The five-star hotel has built up a mini recycling industry with glass, cardboard, soap and cooking oils all being recycled to minimise the use of landfill sites.

The drive to cut down waste has meant that the 261-bedroom hotel now sends two skips a week to landfill compared to the previous three.

Barry Hayton, manager of security services at the Sheraton whose duties cover health and safety and the environment as well as security, said the hotel recycles around three tonnes of cardboard every month along with six skiploads of glass every week.

''We have the largest banqueting facility in Edinburgh,'' he explained ''so you can imagine the number of wine bottles we go through.''

The Sheraton has applied for a Scottish Tourist Board Green Tourism Business Scheme award. Scottish Office Minister Brian Wilson was due to launch the scheme covering hotels last month at Scotland's Travel Fair, but pressure of work forced him to call off.
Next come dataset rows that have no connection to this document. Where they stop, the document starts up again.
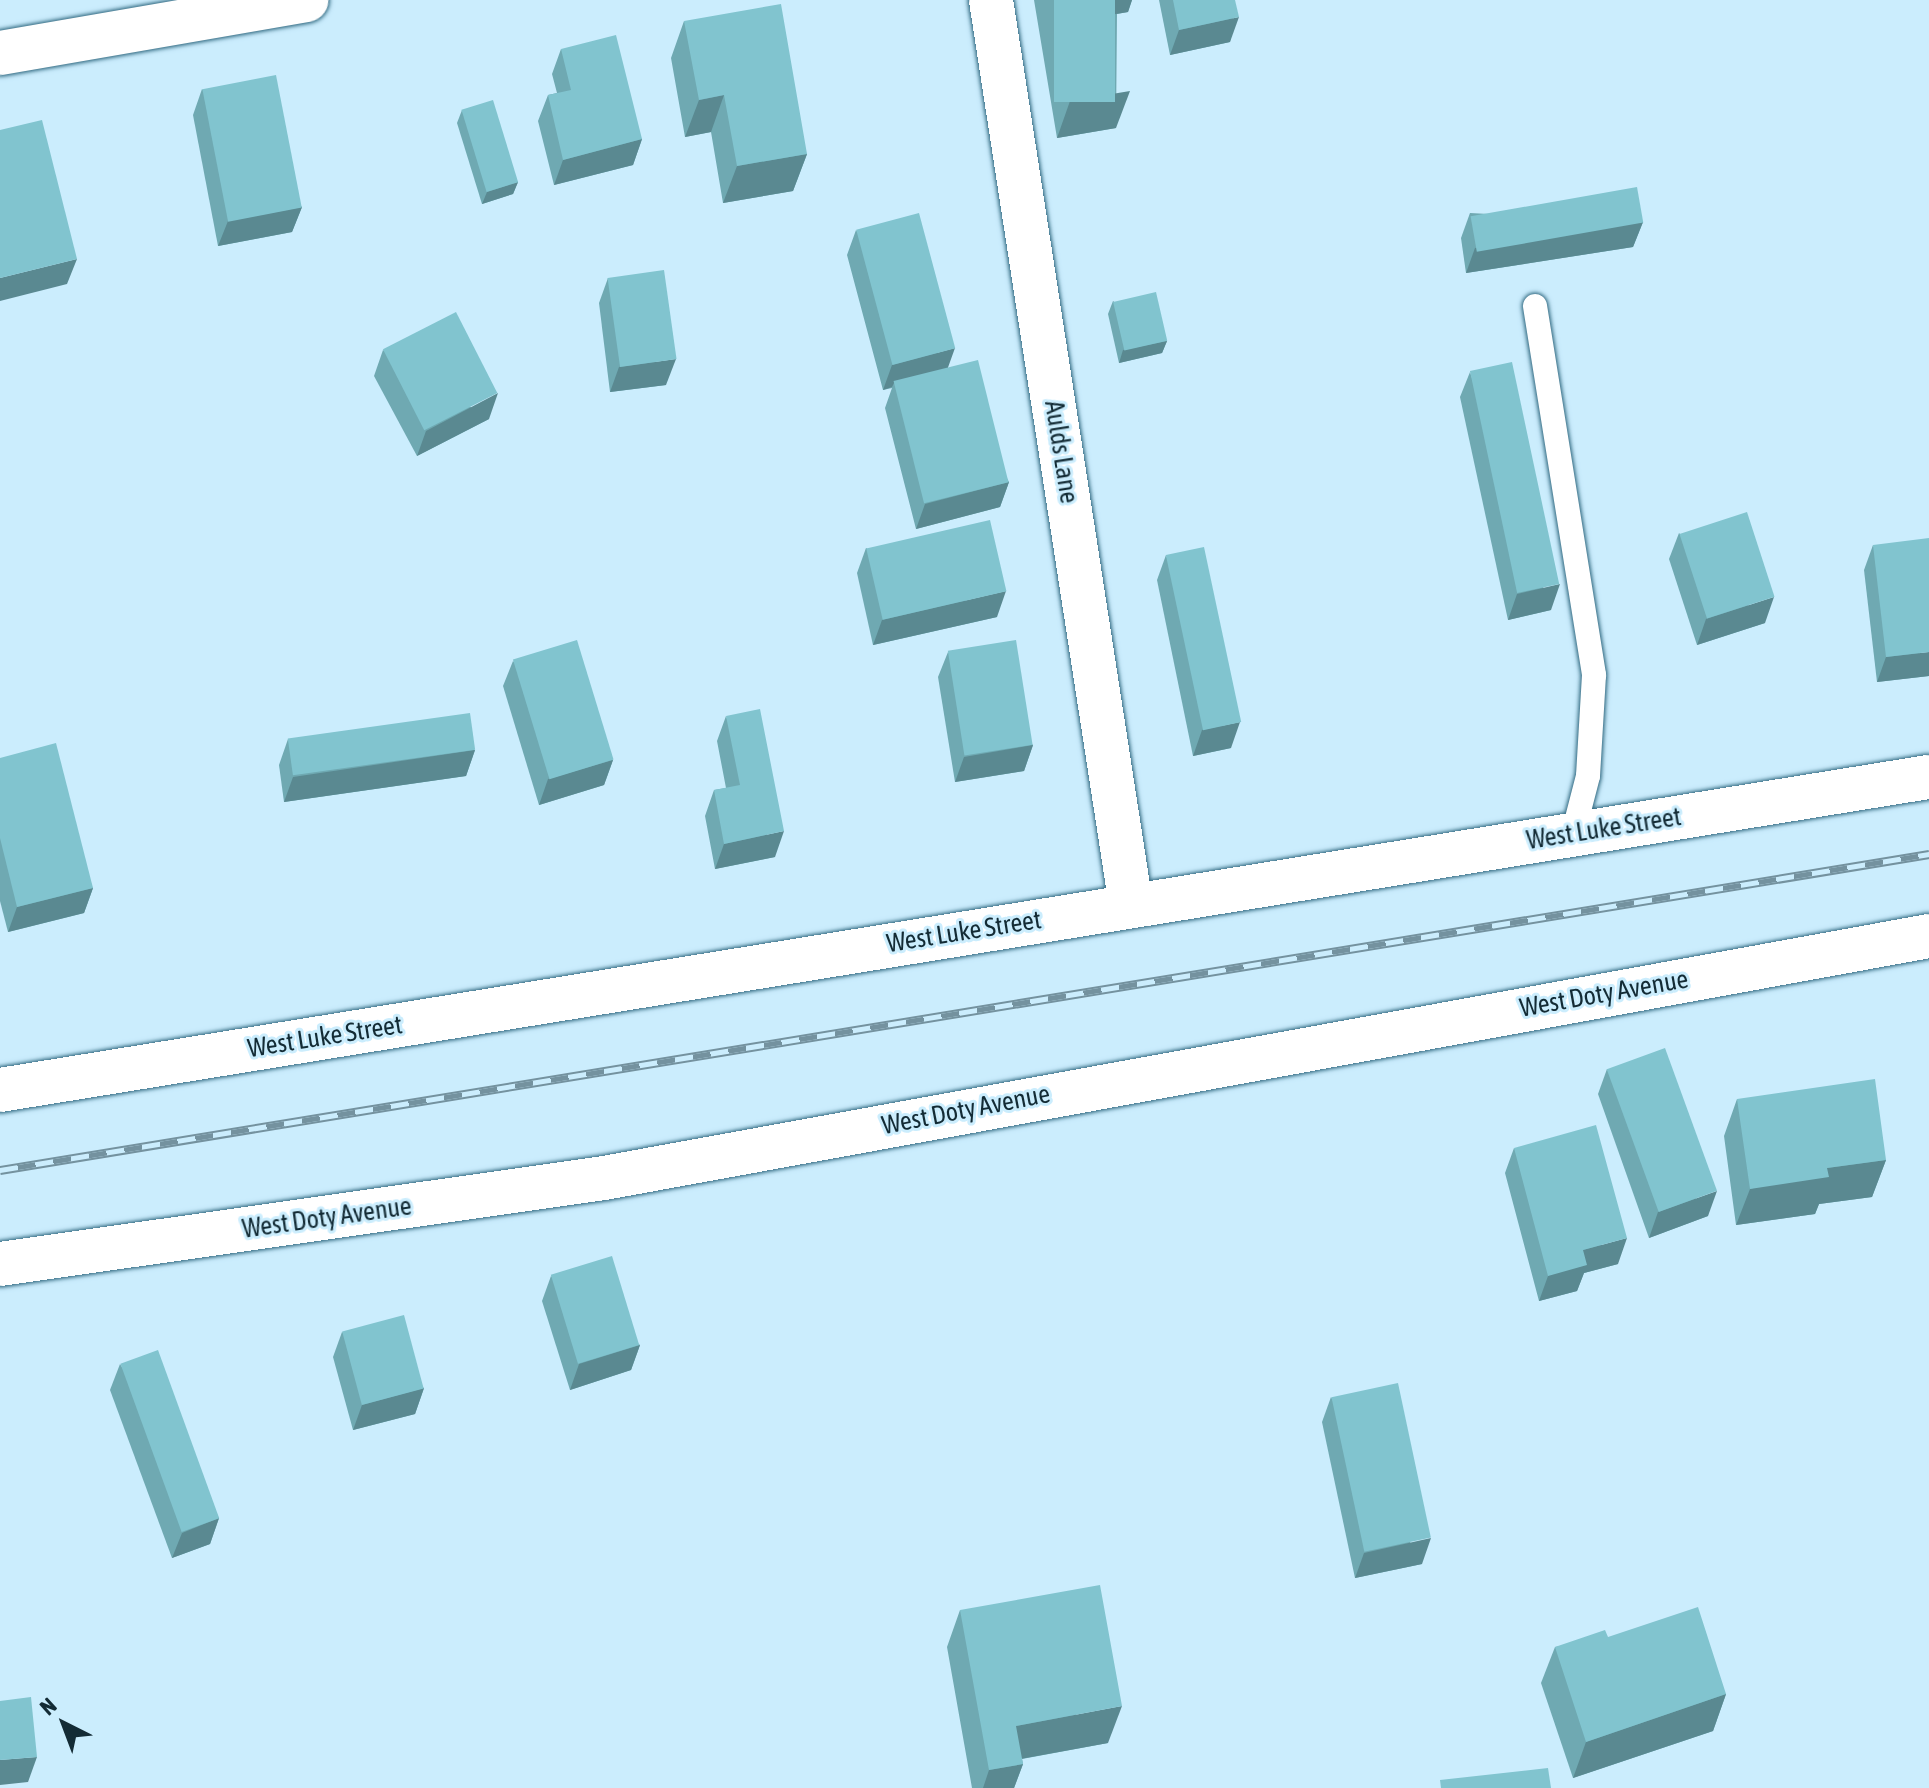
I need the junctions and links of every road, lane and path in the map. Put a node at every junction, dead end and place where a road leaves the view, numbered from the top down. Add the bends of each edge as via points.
1 (306, 0) edge
2 (991, 0) edge
3 (0, 53) edge
4 (1535, 306) dead end
5 (1929, 777) edge
6 (1573, 834) junction
7 (1131, 905) junction
8 (1929, 936) edge
9 (0, 1090) edge
10 (0, 1264) edge

1 - 3 street
2 - 7 street, Aulds Lane
4 - 6 lane via 1594,675 1588,776
5 - 6 street, West Luke Street
6 - 7 street, West Luke Street
7 - 9 street, West Luke Street
8 - 10 street, West Doty Avenue via 604,1178

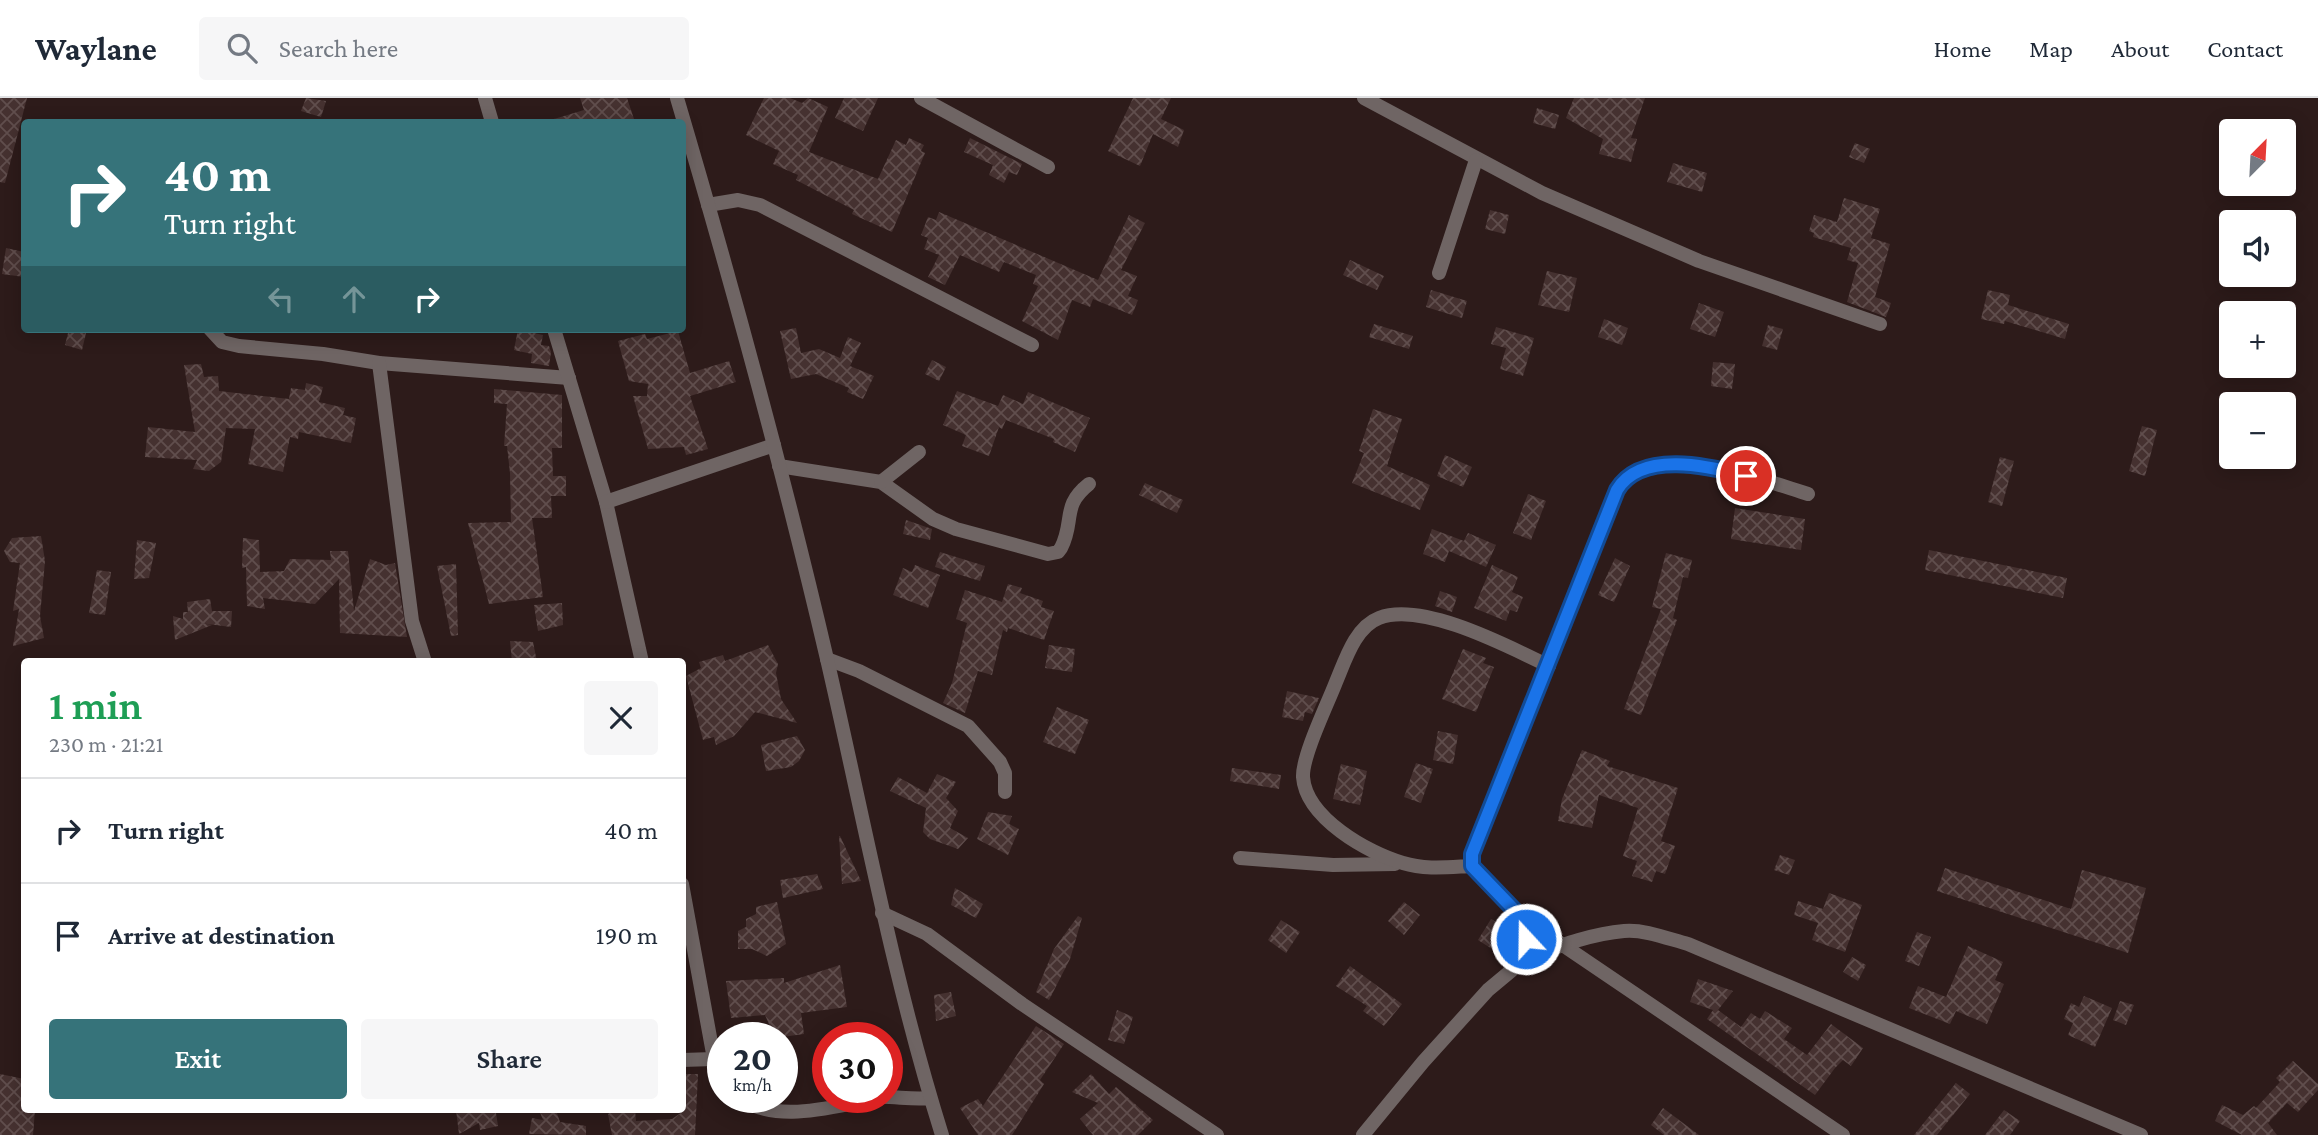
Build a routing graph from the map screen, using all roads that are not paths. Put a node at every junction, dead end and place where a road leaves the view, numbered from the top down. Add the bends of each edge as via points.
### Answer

It is hoped that the scheme will now be able to be launched at a meeting of area tourist board executives in a fortnight's time.

A similar award scheme was launched for self-catering establishments last year, and now that it has been extended to hotels the STB is keen that it becomes a standard within the industry.

More than 100 hotels have already applied to be graded, and the STB is hopeful that 200 hotels will be covered by the end of the year.

Hayton is aiming for a gold grading which means that the Sheraton has to pass the grade in 56 out of 93 standard measurements.

''We have tried to recycle everything possible. Our used soap goes to a charity which passes it on to needy people, clothes left behind by guests, and not claimed, are also given to a charity, and our used cooking oil goes to a firm of candlemakers.''

In addition, the hotel returns all wire coathangers to laundries and plastic containers in which vegetables and other produce are delivered are also returned to suppliers to cut down waste.

To save energy low-energy long-life bulbs are also used in all the hotel's rooms.

Richard Proctor, manager of the Shetland Environmental Agency which is responsible for monitoring the gradings under the scheme, said: ''There is no doubt that an environmental approach is good business.

''A 60-bedroom hotel recently made annual savings of #30,000 by monitoring their energy usage which represented a saving of 30%.''

This figure is in line with statistics issued by the Government's Energy Efficiency Office which estimates that the hotel industry's #300m a year energy bills could be cut by as much as 35% if steps were taken to reduce waste.